*Your goal*:
Copy every line of the records that includes the word "PLATONE".
________________________
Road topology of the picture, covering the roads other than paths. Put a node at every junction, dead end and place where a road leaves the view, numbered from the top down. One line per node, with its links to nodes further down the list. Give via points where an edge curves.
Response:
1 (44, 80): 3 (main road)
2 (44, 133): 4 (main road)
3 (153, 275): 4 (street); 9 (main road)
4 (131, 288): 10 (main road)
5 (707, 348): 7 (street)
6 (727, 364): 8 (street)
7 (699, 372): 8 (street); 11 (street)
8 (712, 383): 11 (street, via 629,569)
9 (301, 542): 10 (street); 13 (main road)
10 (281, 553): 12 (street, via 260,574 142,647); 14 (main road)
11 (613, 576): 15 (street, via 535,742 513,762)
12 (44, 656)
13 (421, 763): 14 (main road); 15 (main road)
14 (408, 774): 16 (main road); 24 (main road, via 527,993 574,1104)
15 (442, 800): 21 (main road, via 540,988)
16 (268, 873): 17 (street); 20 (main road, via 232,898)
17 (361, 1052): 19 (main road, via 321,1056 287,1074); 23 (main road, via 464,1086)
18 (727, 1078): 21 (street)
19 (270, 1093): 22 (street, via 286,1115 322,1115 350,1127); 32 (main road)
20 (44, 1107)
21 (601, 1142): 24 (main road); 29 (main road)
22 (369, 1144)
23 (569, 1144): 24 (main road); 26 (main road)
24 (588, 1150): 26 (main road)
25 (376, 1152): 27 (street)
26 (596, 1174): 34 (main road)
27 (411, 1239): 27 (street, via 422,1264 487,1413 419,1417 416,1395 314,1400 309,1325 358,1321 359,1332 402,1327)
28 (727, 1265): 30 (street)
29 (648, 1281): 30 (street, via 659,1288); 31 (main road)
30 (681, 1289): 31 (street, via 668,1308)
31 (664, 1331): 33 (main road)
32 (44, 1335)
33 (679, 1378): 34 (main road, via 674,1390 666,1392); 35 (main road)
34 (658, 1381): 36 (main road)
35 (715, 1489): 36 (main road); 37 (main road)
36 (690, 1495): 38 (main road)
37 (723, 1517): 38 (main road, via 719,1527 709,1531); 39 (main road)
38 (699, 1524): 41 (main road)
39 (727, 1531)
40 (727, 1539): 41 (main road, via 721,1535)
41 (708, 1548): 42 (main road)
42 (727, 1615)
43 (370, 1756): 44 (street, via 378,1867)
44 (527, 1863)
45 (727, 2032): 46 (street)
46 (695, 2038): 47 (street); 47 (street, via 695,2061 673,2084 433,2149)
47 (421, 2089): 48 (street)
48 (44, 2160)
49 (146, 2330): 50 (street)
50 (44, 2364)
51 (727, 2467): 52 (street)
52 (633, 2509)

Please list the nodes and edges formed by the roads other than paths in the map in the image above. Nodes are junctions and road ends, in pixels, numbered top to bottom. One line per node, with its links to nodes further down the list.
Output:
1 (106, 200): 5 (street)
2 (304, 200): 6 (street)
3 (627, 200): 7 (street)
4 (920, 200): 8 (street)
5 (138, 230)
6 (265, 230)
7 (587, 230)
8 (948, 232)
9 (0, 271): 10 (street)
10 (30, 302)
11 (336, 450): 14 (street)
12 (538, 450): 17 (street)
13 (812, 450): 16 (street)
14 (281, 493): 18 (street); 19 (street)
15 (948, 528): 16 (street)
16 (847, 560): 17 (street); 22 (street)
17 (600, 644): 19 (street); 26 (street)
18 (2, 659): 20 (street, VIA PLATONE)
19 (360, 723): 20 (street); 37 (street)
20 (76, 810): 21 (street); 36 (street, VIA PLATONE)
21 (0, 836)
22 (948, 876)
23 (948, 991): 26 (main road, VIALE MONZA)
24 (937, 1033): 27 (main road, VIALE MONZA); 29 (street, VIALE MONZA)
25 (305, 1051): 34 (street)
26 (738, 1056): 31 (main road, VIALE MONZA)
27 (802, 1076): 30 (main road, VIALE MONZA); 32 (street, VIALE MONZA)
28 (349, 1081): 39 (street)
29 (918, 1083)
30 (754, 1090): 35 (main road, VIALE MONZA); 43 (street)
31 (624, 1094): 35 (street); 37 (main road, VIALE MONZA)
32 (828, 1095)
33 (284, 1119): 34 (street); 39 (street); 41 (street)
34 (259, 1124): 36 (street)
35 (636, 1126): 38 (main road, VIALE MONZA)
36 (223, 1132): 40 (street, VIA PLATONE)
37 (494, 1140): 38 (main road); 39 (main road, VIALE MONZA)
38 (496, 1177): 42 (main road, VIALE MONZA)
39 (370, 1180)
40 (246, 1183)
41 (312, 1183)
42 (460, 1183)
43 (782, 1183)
________________________
*Response*:
18 (2, 659): 20 (street, VIA PLATONE)
20 (76, 810): 21 (street); 36 (street, VIA PLATONE)
36 (223, 1132): 40 (street, VIA PLATONE)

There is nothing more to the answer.